Cette réorientation stratégique a redonné un souffle à cette milice russe, malgré les revers subis après la disparition de son fondateur, Evgueni Prigojine. Aujourd’hui, le Groupe Wagner, dirigé par son fils Pavel, compte environ 500 hommes déployés à Bangui, où il étend son influence bien au-delà des simples opérations militaires.

Un réseau criminel structuré autour de ressources stratégiques

La République centrafricaine offre un terreau idéal pour ces activités illicites. Peu surveillée par les puissances occidentales, ce pays regorge de richesses naturelles comme l’or, les diamants et l’uranium. Le Groupe Wagner exploite notamment des mines d’or, générant des bénéfices estimés à près de 180 millions de dollars par an selon Global Initiative.
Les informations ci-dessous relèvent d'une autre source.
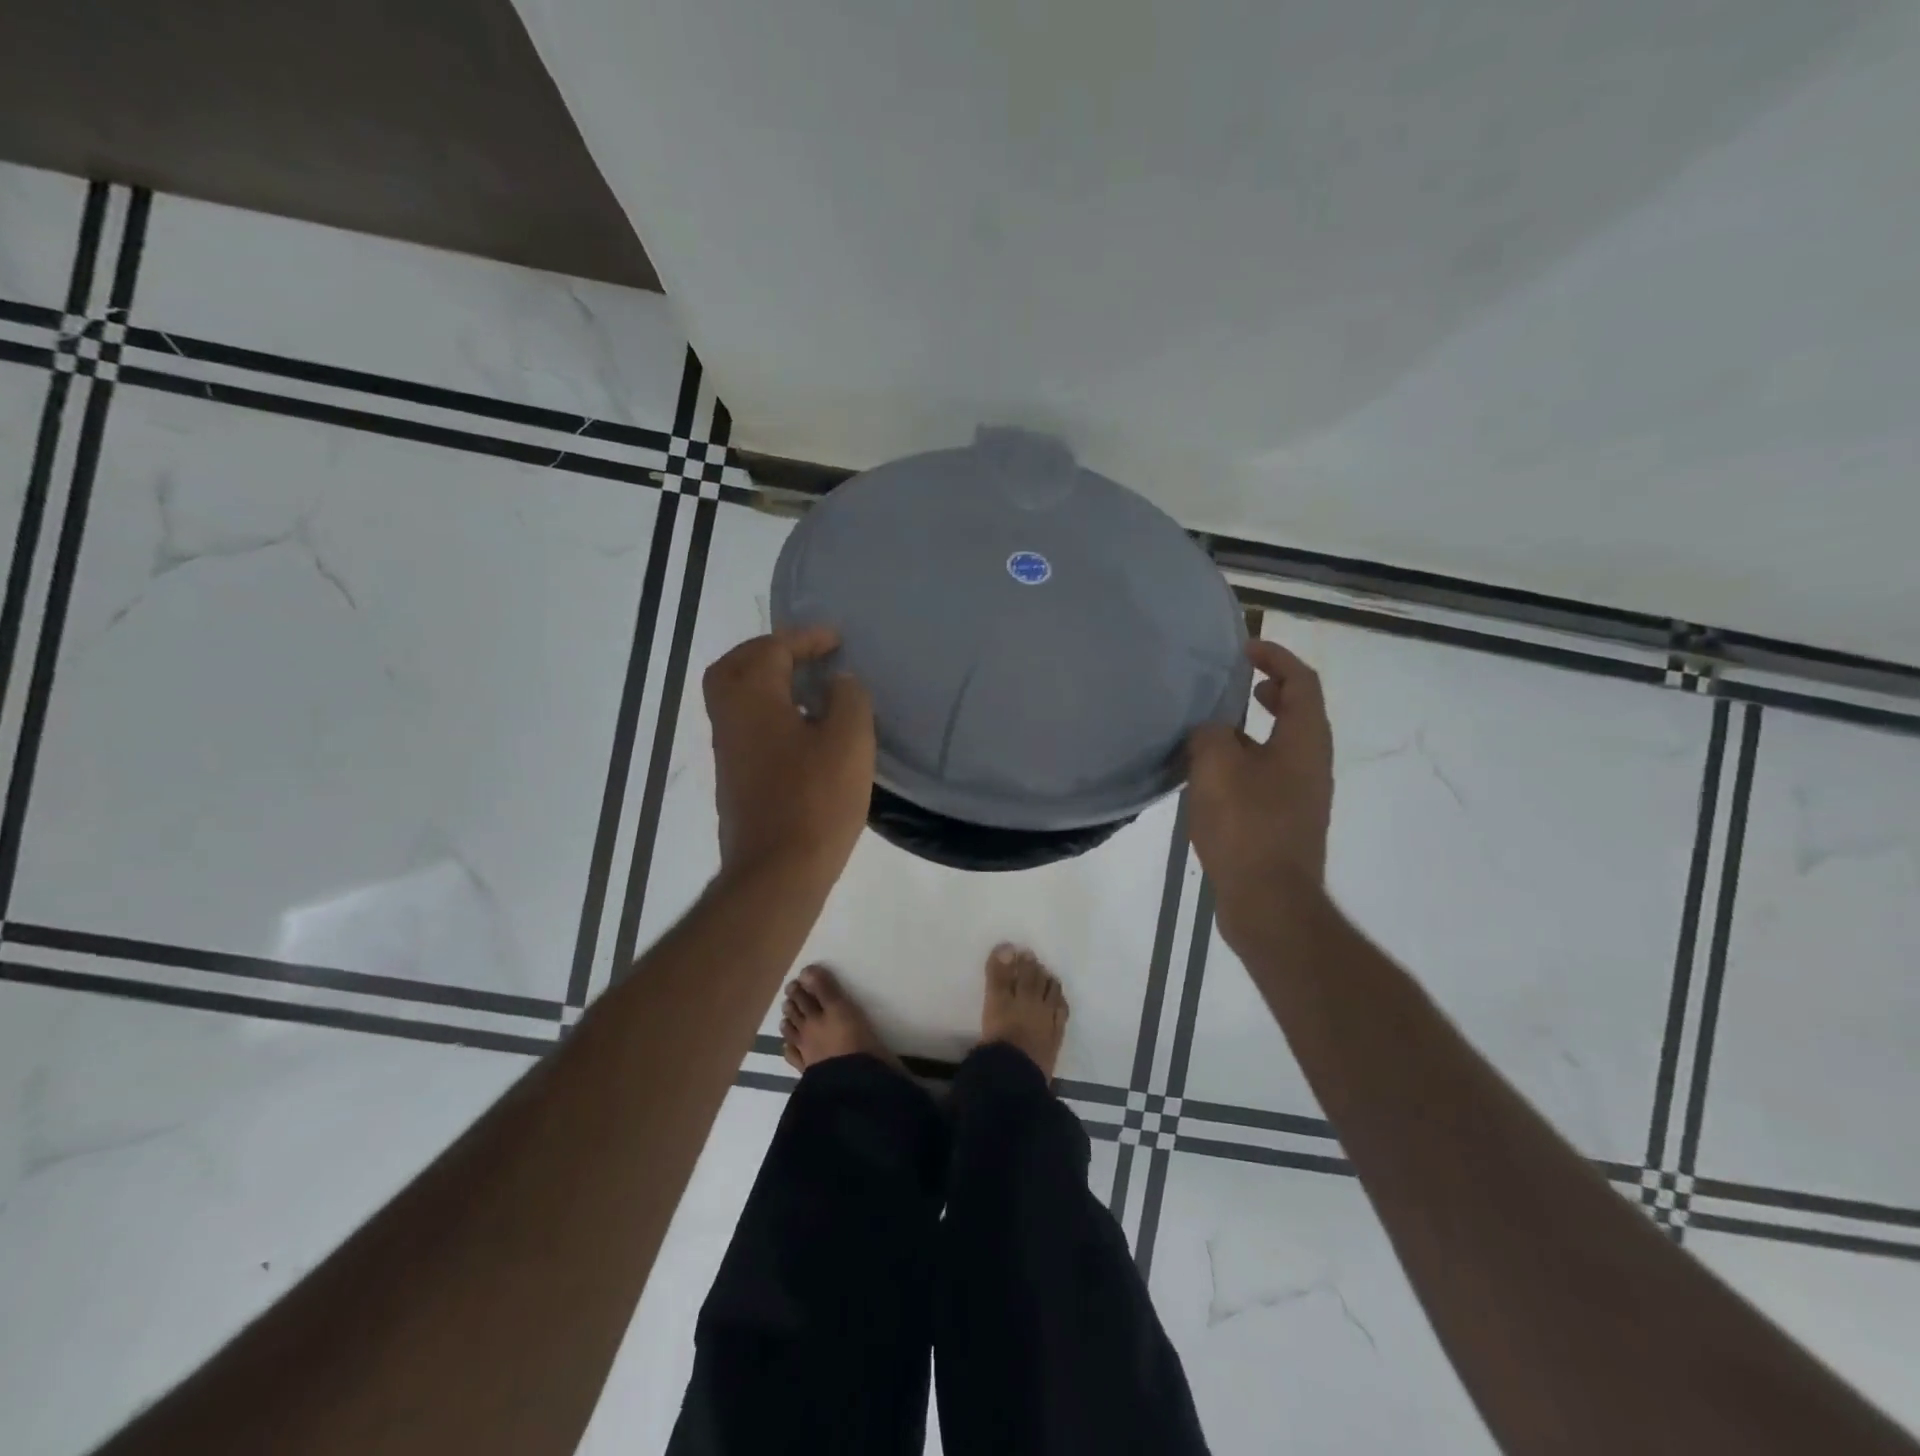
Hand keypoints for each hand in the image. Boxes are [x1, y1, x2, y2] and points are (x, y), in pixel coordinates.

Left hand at [704, 628, 874, 887]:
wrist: (778, 872)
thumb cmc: (816, 799)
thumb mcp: (850, 740)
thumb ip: (848, 698)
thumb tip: (838, 683)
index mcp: (752, 698)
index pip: (771, 648)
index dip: (806, 638)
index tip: (837, 641)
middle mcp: (729, 718)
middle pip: (736, 667)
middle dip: (770, 653)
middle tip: (806, 655)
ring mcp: (728, 751)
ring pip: (738, 698)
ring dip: (769, 683)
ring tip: (811, 689)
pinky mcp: (735, 779)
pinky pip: (748, 726)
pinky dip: (770, 712)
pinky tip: (805, 730)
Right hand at [1186, 638, 1333, 942]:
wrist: (1269, 902)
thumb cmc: (1246, 827)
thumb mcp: (1216, 768)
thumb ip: (1210, 735)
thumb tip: (1210, 732)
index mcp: (1303, 742)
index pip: (1302, 682)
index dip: (1277, 657)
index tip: (1245, 648)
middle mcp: (1312, 764)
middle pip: (1300, 713)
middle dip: (1272, 691)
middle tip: (1238, 684)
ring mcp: (1302, 796)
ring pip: (1283, 746)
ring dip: (1256, 729)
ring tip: (1216, 729)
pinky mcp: (1286, 822)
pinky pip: (1270, 775)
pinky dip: (1247, 760)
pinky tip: (1213, 776)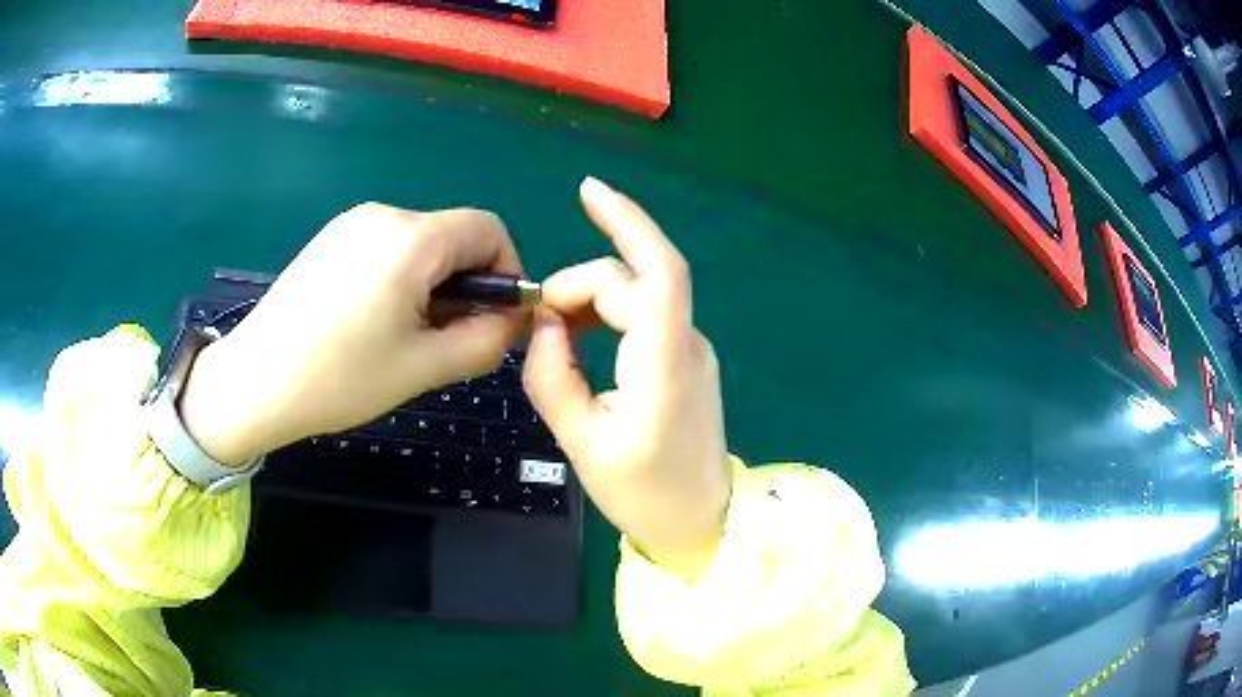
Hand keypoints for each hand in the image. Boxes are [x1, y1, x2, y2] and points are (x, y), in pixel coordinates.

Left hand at [179, 203, 524, 465]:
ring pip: (421, 245)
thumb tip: (515, 319)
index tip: (493, 320)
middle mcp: (383, 216)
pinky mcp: (331, 240)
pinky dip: (401, 279)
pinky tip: (373, 322)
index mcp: (411, 239)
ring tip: (405, 337)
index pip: (490, 229)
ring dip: (433, 285)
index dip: (506, 272)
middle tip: (446, 340)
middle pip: (454, 236)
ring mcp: (351, 225)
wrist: (254, 382)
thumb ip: (486, 340)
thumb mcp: (424, 367)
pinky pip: (388, 249)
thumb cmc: (339, 378)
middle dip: (467, 285)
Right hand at [524, 178, 730, 570]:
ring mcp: (692, 351)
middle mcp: (687, 344)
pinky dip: (608, 315)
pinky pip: (645, 317)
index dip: (627, 222)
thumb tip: (543, 324)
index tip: (587, 191)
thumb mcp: (582, 444)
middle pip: (632, 282)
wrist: (700, 523)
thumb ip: (553, 378)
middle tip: (538, 328)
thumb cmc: (644, 494)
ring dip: (592, 301)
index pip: (656, 272)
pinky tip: (582, 338)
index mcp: (665, 364)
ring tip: (555, 335)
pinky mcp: (686, 360)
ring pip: (638, 296)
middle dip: (578, 287)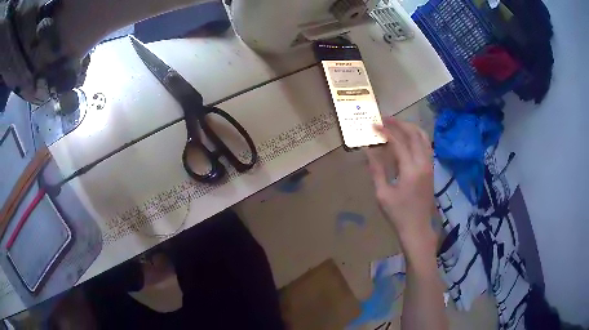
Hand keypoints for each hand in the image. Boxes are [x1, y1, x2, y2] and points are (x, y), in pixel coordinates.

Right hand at [366, 117, 435, 255]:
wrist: (418, 228)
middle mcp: (423, 163)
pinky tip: (408, 138)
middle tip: (385, 119)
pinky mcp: (431, 169)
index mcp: (411, 170)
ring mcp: (429, 166)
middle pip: (414, 134)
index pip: (398, 142)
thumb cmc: (398, 214)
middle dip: (399, 123)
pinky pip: (426, 146)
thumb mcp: (383, 194)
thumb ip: (377, 170)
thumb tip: (369, 150)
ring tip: (396, 124)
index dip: (385, 131)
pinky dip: (417, 136)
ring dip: (410, 127)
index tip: (373, 124)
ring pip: (423, 138)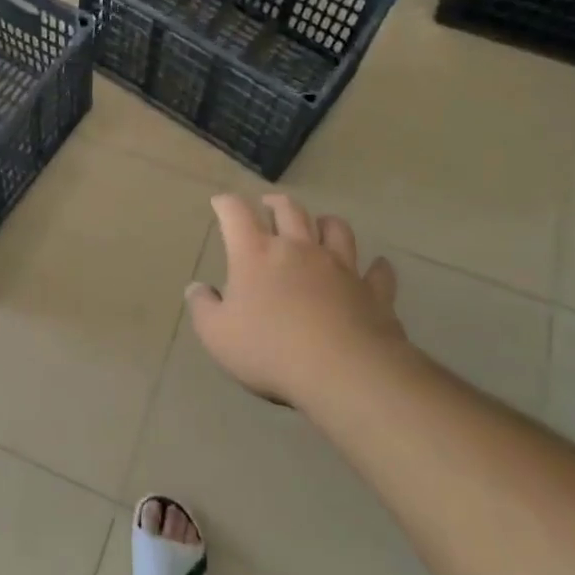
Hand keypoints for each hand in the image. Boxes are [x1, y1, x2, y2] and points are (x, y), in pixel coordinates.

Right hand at [186, 193, 406, 408]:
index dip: (226, 203)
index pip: (236, 214)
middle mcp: (298, 249)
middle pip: (290, 211)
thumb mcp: (217, 335)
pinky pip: (378, 272)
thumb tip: (196, 288)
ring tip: (319, 225)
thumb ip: (203, 307)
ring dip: (325, 223)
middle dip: (276, 203)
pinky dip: (375, 267)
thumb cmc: (269, 350)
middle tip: (269, 205)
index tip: (220, 202)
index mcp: (256, 254)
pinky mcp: (373, 292)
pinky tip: (375, 267)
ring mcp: (340, 267)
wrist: (343, 372)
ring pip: (336, 230)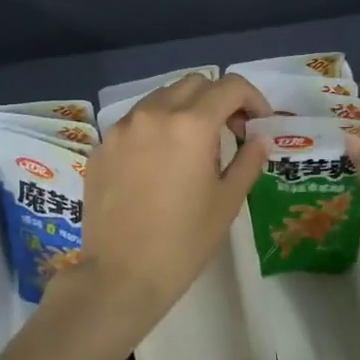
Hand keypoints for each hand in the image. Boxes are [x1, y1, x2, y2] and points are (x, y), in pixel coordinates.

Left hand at [57, 73, 270, 347]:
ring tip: (193, 147)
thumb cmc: (184, 242)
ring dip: (184, 109)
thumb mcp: (227, 202)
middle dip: (218, 100)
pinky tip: (158, 164)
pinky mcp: (101, 146)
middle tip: (230, 132)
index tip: (258, 123)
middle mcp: (153, 114)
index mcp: (191, 125)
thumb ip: (248, 160)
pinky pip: (135, 122)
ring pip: (161, 98)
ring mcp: (121, 128)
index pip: (230, 86)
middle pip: (195, 84)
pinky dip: (155, 129)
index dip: (252, 98)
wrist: (121, 275)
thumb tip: (258, 138)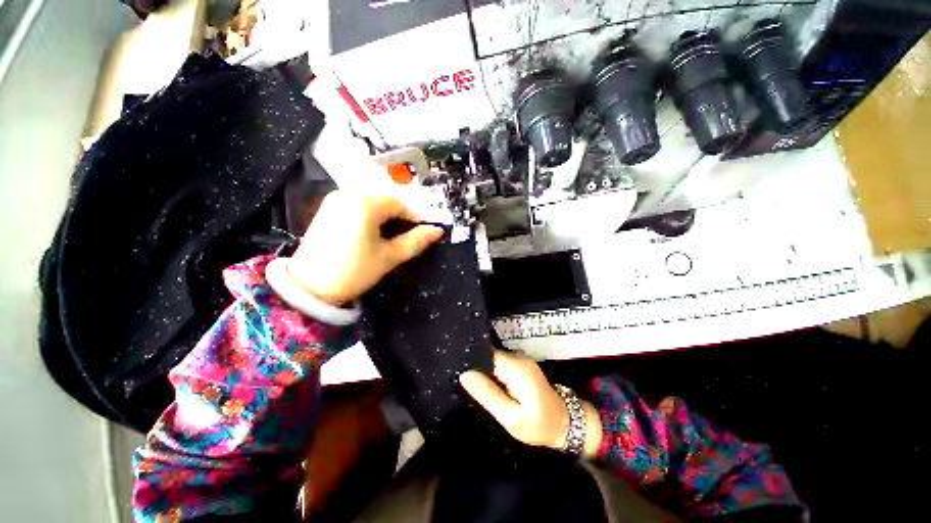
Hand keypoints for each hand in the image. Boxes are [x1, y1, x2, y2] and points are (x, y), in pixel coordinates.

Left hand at [287, 191, 443, 305]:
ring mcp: (335, 201)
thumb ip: (416, 241)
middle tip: (408, 238)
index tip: (424, 233)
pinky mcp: (328, 209)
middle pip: (386, 202)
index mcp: (365, 204)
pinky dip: (371, 218)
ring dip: (387, 219)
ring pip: (373, 205)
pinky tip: (373, 235)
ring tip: (392, 239)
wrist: (309, 288)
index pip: (401, 204)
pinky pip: (358, 207)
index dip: (416, 218)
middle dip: (401, 219)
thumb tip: (437, 231)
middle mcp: (348, 194)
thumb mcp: (389, 257)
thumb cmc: (354, 271)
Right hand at [459, 351, 601, 456]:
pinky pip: (501, 364)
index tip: (457, 371)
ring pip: (493, 360)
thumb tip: (464, 374)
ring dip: (484, 373)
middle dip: (476, 368)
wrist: (565, 422)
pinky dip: (493, 374)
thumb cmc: (539, 424)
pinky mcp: (521, 364)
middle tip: (464, 385)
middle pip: (488, 356)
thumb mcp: (510, 417)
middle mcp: (517, 357)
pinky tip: (489, 387)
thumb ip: (488, 394)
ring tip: (474, 387)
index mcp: (515, 367)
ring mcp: (521, 359)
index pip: (485, 354)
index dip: (471, 361)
Le trafic de tramadol, acheminé depuis la République démocratique du Congo par voie fluviale, s’ajoute à ce tableau. Il se diffuse ensuite dans les rues de Bangui et ses environs, souvent sous le contrôle direct des mercenaires. Leur réseau ne se limite pas aux frontières centrafricaines : ils approvisionnent également des groupes armés voisins, à des prix gonflés.

Une influence toxique sur les institutions et la société

Le Groupe Wagner ne se contente pas de contrôler des mines ou de vendre des substances illicites. Il s’immisce aussi dans les rouages du pouvoir. Selon des experts cités par le Wall Street Journal, les mercenaires fournissent du tramadol non seulement à la garde présidentielle et à des milices locales comme les Requins, mais aussi aux mineurs d’or travaillant sous leur autorité.

Ces distributions s’étendent même aux membres des forces de sécurité et aux manifestants pro-russes, avec un objectif clair : booster leur endurance physique lors des affrontements. Une tactique déjà observée dans d’autres zones de conflit où Wagner opère.

Une menace qui dépasse les frontières centrafricaines

Les spécialistes redoutent une extension des activités de Wagner vers le Soudan voisin. Les Forces de soutien rapide (FSR), déjà actives dans des régions proches de la Centrafrique, pourraient servir de relais à cette expansion. Une perspective inquiétante, alors que le groupe cherche à consolider sa présence en Afrique malgré les pressions internationales.